A new story published by Michael Bloomberg’s anti-gun news outlet The Trace is taking a look at how Louisiana is helping to improve the nation’s instant background check system by submitting more records to NICS, but the story completely leaves out the work done by a firearms industry trade group that was instrumental in the improvements to the system.
The piece, published in conjunction with the website The Bitter Southerner, profiles the work of a bureaucrat named Norm Gobert, who started working for the Louisiana State Supreme Court back in 2009. Part of his job entailed convincing parish clerks to submit more records to the state police and the FBI, and the story portrays Gobert as a one-man wrecking crew that obliterated opposition and forced clerks to improve their record keeping through his sunny disposition and gifts of king cake.
Norm remembers more than one clerk asking him to show them “where it says I have to do what you are asking.” He was forced to share the sad truth: He had no power to make them do what he asked. Louisiana, and about half the states in the nation, don’t have unified court systems. That means that state officials can ask local court clerks to report their data, but without passing legislation, they can’t make them comply.
When a clerk’s office was missing a piece of information that the State Police and FBI needed — an arrest date or a state ID number, for example — things could get even more complicated. Norm remembers how, in some parishes, police and prosecutors were entering the state identification numbers into their computers, but those numbers were not showing up on the printed rap sheets that they sent to the clerks. So Norm had to convince yet another group of overworked government employees to reconfigure their computer systems to fix a problem they didn’t immediately understand.
Gradually, the unflappable bureaucrat with the easy belly laugh began to develop a few tricks. On the way to one of Louisiana’s more far-flung parishes, he might make a pit stop at a different clerk’s office. He’d pop in to say hello and introduce himself. Overflowing with friendliness and warmth, he’d shake some hands and leave donuts or Louisiana king cakes on the counter. “I’d tell them, ‘I can’t stay long today, but I’ll be back.’”
Gobert started his efforts in 2009, and even reporter Ann Givens acknowledges it was slow going for several years.
Initially, new records came in slowly, while Norm helped the clerks work through snags in the system. In the first five years about 36,000 conviction records were added to the NICS index.
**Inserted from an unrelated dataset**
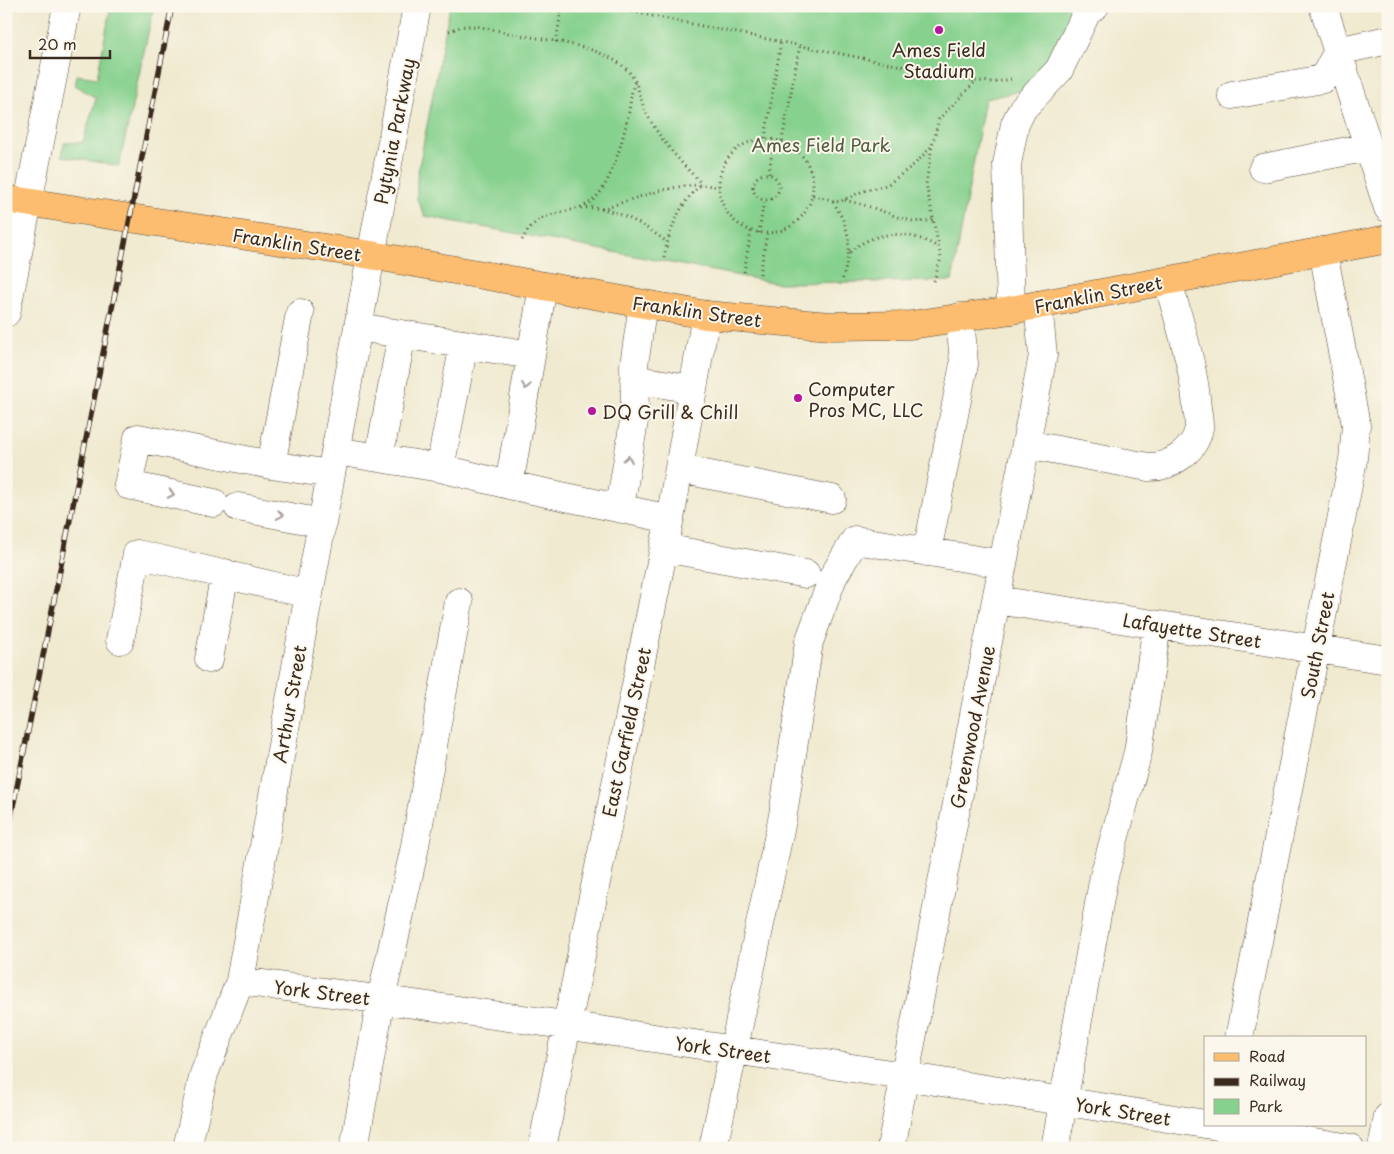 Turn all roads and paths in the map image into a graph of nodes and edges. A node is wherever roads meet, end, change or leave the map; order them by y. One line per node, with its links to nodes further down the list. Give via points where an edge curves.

But then, the clerks started getting comfortable with the electronic systems, and the database started filling rapidly. By 2015, there were more than 350,000 records, most of which were criminal convictions, in the system; by 2018, there were more than 600,000. Today, only five states in the country have more records in the NICS database — and they are states with a different posture toward gun regulation, like California, Connecticut, and New York.
What Givens barely acknowledges is that in 2013, Louisiana legislators passed a bill, signed into law by then-Gov. Bobby Jindal that required clerks to submit these records to NICS. The National Shooting Sports Foundation, which is the trade group for the firearms industry, not only supported the measure, but actively pushed to bring the bill to the governor’s desk. In fact, NSSF praised Jindal’s signing of the bill at the time.
The NSSF national FixNICS initiative is gaining traction. South Carolina has enacted legislation improving state participation, while action is pending New Jersey. FixNICS recognizes that a federal background check is only as good as the records in the database. That is why the firearms industry supports improving the current NICS system by increasing the number of prohibiting records states submit to the FBI databases, helping to prevent illegal transfers of firearms to those who are prohibited from owning firearms under current law. Including these missing records will help ensure more accurate and complete background checks.
States must improve the NICS database by submitting any and all records establishing an individual is a prohibited person, such as mental health records showing someone is an “adjudicated mental defective” or involuntarily committed to a mental institute, as well as records showing someone is the subject of a domestic violence protective order, a drug addict or subject to another prohibited category.
The way writer Ann Givens tells it, however, the firearms industry had nothing to do with the measure.
At the same time Norm was delivering king cakes and sleeping in roadside motels, activists like Kim Sport, and lawmakers like Rep. Helena Moreno, who has since become a New Orleans City Councilwoman, were pushing for laws to keep guns out of the hands of people with criminal backgrounds. In 2013, state legislators passed a law requiring clerks to do what Norm had been pleading with them to do for five years: send in their conviction records.
No mention of the NSSF, or the FixNICS initiative. According to Givens, it was just good ol’ Norm and a few committed activists and lawmakers who were behind the legislation. This is a gross rewriting of history, and given that The Trace was behind the story, one can’t help but assume that the reason the NSSF’s efforts weren’t mentioned is because Bloomberg’s anti-gun news outlet didn’t want to give the organization any positive press or acknowledge the work that it has done on the issue.
My criticism here isn’t directed at Norm Gobert, who sounds like he’s a pretty good guy, but at Givens, The Trace, and The Bitter Southerner. Praise Gobert all you want, but if you’re not willing to offer up the same praise for the firearms industry for its efforts, you’re only telling half of the story about how Louisiana came to be a leader in submitting records to the NICS system.